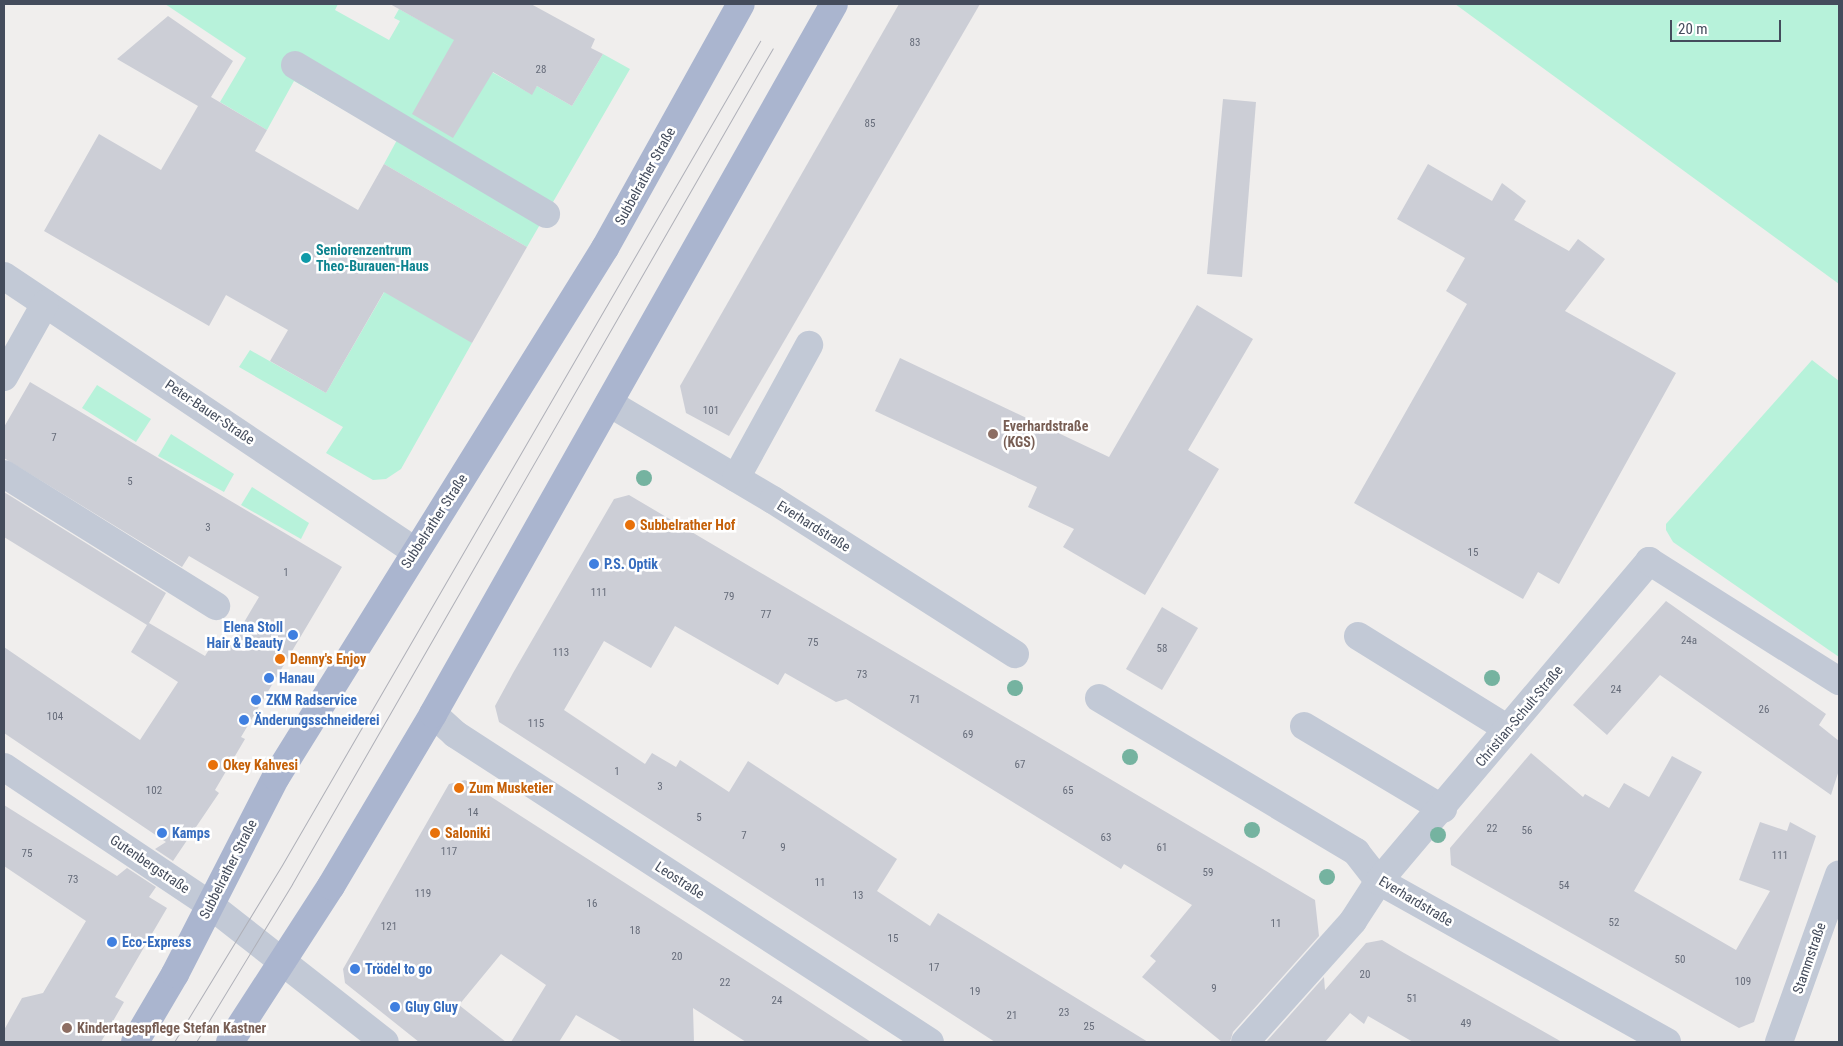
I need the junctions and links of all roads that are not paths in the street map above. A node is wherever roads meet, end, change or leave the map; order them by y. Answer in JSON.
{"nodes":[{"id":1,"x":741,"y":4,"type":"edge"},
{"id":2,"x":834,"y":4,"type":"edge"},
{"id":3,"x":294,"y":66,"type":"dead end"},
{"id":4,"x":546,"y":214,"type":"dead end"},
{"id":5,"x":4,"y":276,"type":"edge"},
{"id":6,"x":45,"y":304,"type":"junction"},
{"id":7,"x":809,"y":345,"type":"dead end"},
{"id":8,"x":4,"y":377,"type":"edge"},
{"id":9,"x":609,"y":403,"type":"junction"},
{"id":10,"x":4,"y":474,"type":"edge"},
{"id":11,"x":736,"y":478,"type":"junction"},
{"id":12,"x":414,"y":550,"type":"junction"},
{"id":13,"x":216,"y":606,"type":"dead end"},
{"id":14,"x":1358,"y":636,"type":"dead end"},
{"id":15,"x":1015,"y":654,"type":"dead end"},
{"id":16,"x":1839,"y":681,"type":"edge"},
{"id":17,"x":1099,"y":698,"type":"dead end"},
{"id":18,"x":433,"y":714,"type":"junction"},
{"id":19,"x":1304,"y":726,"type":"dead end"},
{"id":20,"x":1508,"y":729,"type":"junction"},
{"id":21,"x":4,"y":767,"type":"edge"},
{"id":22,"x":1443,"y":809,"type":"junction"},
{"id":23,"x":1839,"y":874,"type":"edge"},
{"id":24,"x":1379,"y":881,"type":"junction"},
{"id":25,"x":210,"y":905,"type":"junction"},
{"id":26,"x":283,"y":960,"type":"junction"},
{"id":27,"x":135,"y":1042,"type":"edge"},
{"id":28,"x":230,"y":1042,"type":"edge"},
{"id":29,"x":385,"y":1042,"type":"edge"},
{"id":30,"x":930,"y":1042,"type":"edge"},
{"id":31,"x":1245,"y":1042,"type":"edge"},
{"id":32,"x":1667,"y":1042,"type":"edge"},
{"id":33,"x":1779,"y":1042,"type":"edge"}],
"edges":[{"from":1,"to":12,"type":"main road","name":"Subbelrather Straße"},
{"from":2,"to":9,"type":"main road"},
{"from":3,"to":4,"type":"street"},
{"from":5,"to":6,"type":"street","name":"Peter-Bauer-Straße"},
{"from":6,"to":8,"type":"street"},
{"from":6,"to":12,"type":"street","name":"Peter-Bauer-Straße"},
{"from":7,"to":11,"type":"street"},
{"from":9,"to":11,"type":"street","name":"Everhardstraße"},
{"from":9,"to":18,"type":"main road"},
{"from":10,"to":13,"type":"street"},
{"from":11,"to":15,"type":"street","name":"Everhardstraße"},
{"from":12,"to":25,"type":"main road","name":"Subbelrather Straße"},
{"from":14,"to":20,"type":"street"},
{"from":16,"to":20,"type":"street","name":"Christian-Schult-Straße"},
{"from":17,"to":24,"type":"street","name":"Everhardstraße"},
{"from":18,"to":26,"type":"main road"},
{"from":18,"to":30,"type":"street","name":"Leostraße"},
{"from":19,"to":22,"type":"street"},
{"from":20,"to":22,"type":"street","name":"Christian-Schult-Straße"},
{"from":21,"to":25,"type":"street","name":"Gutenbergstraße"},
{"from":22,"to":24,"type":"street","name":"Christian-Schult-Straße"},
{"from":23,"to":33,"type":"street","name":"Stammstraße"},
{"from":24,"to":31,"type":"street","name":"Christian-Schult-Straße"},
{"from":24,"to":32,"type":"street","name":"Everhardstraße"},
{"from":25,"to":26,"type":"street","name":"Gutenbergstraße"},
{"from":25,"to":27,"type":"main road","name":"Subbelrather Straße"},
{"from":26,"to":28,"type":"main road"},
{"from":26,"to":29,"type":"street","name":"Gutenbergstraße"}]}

# EXERCISE
Text only, please: give the listing again word for word with no images.

# ANSWER BELOW
I need the junctions and links of all roads that are not paths in the street map above. A node is wherever roads meet, end, change or leave the map; order them by y. Answer in JSON.
{"nodes":[{"id":1,"x":741,"y":4,"type":"edge"},
{"id":2,"x":834,"y":4,"type":"edge"},
{"id":3,"x":294,"y":66,"type":"dead end"},
{"id":4,"x":546,"y":214,"type":"dead end"},
{"id":5,"x":4,"y":276,"type":"edge"},
{"id":6,"x":45,"y":304,"type":"junction"},
{"id":7,"x":809,"y":345,"type":"dead end"},
{"id":8,"x":4,"y":377,"type":"edge"},
{"id":9,"x":609,"y":403,"type":"junction"},
{"id":10,"x":4,"y":474,"type":"edge"},
{"id":11,"x":736,"y":478,"type":"junction"},
{"id":12,"x":414,"y":550,"type":"junction"},
{"id":13,"x":216,"y":606,"type":"dead end"},
{"id":14,"x":1358,"y":636,"type":"dead end"},
{"id":15,"x":1015,"y":654,"type":"dead end"},
{"id":16,"x":1839,"y":681,"type":"edge"},
{"id":17,"x":1099,"y":698,"type":"dead end"},
{"id":18,"x":433,"y":714,"type":"junction"},
{"id":19,"x":1304,"y":726,"type":"dead end"},
{"id":20,"x":1508,"y":729,"type":"junction"},
{"id":21,"x":4,"y":767,"type":"edge"},
{"id":22,"x":1443,"y":809,"type":"junction"},
{"id":23,"x":1839,"y":874,"type":"edge"},
{"id":24,"x":1379,"y":881,"type":"junction"},
{"id":25,"x":210,"y":905,"type":"junction"},
{"id":26,"x":283,"y":960,"type":"junction"},
{"id":27,"x":135,"y":1042,"type":"edge"},
{"id":28,"x":230,"y":1042,"type":"edge"},
{"id":29,"x":385,"y":1042,"type":"edge"},
{"id":30,"x":930,"y":1042,"type":"edge"},
{"id":31,"x":1245,"y":1042,"type":"edge"},
{"id":32,"x":1667,"y":1042,"type":"edge"},
{"id":33,"x":1779,"y":1042,"type":"edge"}],
"edges":[{"from":1,"to":12,"type":"main road","name":"Subbelrather Straße"},
{"from":2,"to":9,"type":"main road"},
{"from":3,"to":4,"type":"street"},
{"from":5,"to":6,"type":"street","name":"Peter-Bauer-Straße"},
{"from":6,"to":8,"type":"street"},
{"from":6,"to":12,"type":"street","name":"Peter-Bauer-Straße"},
{"from":7,"to":11,"type":"street"},
{"from":9,"to":11,"type":"street","name":"Everhardstraße"},
{"from":9,"to":18,"type":"main road"},
{"from":10,"to":13,"type":"street"},
{"from":11,"to":15,"type":"street","name":"Everhardstraße"},
{"from":12,"to":25,"type":"main road","name":"Subbelrather Straße"},
{"from":14,"to":20,"type":"street"},
{"from":16,"to":20,"type":"street","name":"Christian-Schult-Straße"},
{"from":17,"to":24,"type":"street","name":"Everhardstraße"},
{"from":18,"to":26,"type":"main road"},
{"from":18,"to":30,"type":"street","name":"Leostraße"},
{"from":19,"to":22,"type":"street"},
{"from":20,"to":22,"type":"street","name":"Christian-Schult-Straße"},
{"from":21,"to":25,"type":"street","name":"Gutenbergstraße"},
{"from":22,"to":24,"type":"street","name":"Christian-Schult-Straße"},
{"from":23,"to":33,"type":"street","name":"Stammstraße"},
{"from":24,"to":31,"type":"street","name":"Christian-Schult-Straße"},
{"from":24,"to":32,"type":"street","name":"Everhardstraße"},
{"from":25,"to":26,"type":"street","name":"Gutenbergstraße"},
{"from":25,"to":27,"type":"main road","name":"Subbelrather Straße"},
{"from":26,"to":28,"type":"main road"},
{"from":26,"to":29,"type":"street","name":"Gutenbergstraße"}]}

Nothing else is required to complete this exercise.